During oral argument, the challenger’s counsel, Mr. Carvin, contended that there was no evidence that limitations on the subsidies would produce such disastrous consequences.  But, it appeared that most of the Justices were concerned about the market consequences if subsidies were eliminated in some markets.  Justice Alito, acknowledging these concerns, suggested that the Court might stay the mandate to provide states with an opportunity to establish state-run Exchanges before subsidies on HHS-established Exchanges are eliminated.  On the other hand, Justice Scalia expressed confidence that Congress would act to address and mitigate destabilization of the individual market.  Thus, at this stage, it is unclear how a reversal of the IRS rule might be implemented and what, if anything, the Court might do to mitigate the impact of the judgment. But certainly the potential market consequences of the elimination of subsidies on HHS-established Exchanges would be significant for plans, providers, and patients alike.  Last Tuesday, HHS Secretary Burwell stated in aletter to Congress that the Administration “know[s] of no administrative actions that could . . . undo the massive damage to our health care system that would be caused by an adverse decision.”

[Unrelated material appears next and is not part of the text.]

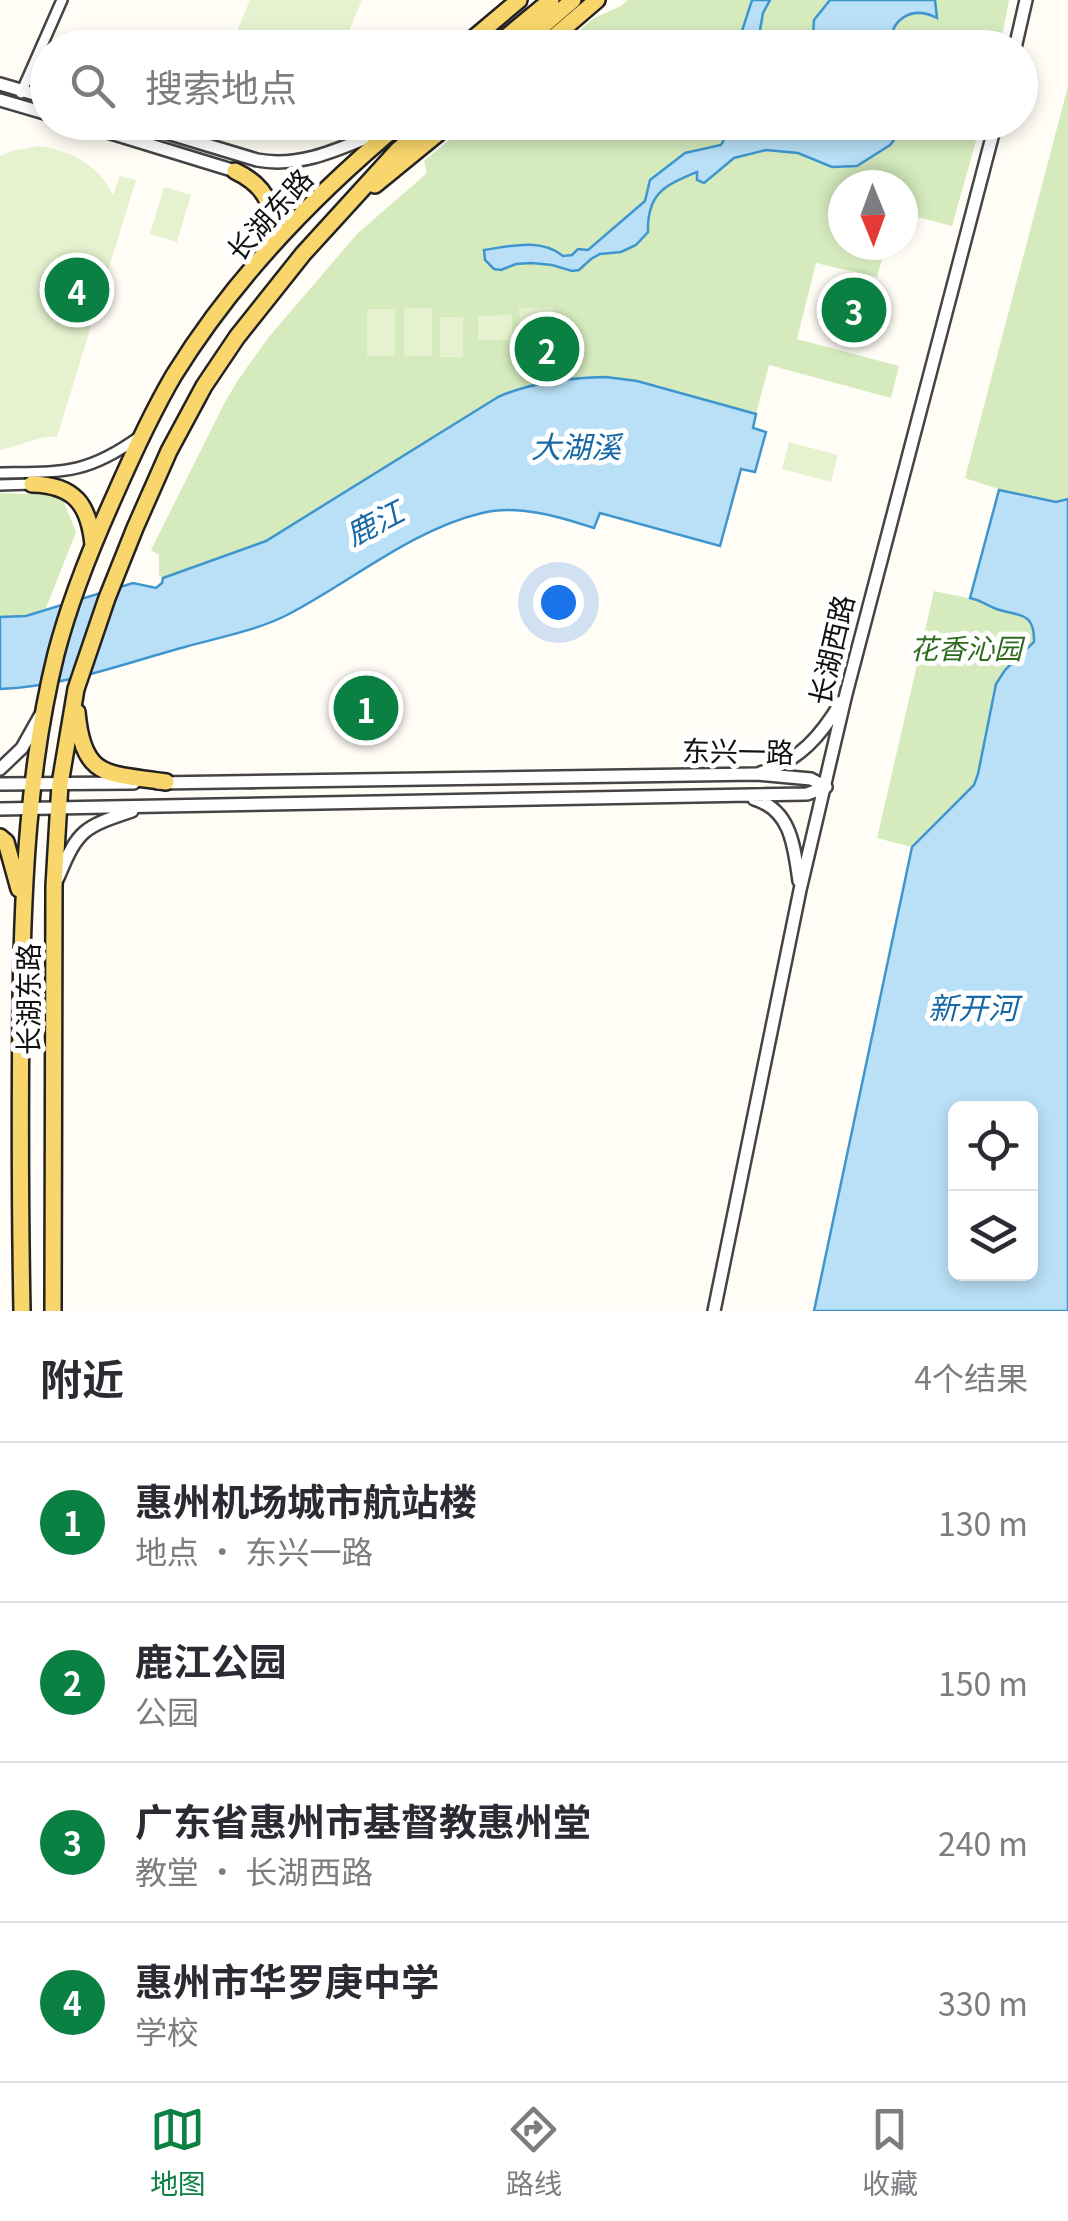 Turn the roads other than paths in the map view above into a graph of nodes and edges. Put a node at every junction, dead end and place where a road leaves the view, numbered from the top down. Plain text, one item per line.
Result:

Furthermore, if the Court concludes that the challengers’ interpretation is the only viable interpretation of the statute, the decision may prompt further litigation concerning the constitutionality of linking the availability of subsidies to a state’s establishment of a state-run Exchange.  Justice Kennedy’s comments and questions during oral argument focused largely on the 10th Amendment and the concern that restricting subsidies to state-run Exchanges may constitute impermissible coercion of the states by the federal government.  Judicial resolution of these issues may require a new case challenging to the statute’s constitutionality and addressing the severability of the various subsidy and market reform provisions of the ACA.

But, if the Court upholds the IRS rule and concludes that the Administration’s interpretation is the only viable interpretation of the statute—whether based on the plain text and context of the provision or because of the doctrine of constitutional avoidance—the implementation of the ACA will continue without significant change and stakeholders would have the security of knowing that a future administration would be unable to reverse the IRS rule and restrict subsidies to state-run Exchanges.  On the other hand, if the Court upholds the IRS rule based on Chevron deference, a future administration could reverse course and eliminate subsidies on HHS-established Exchanges.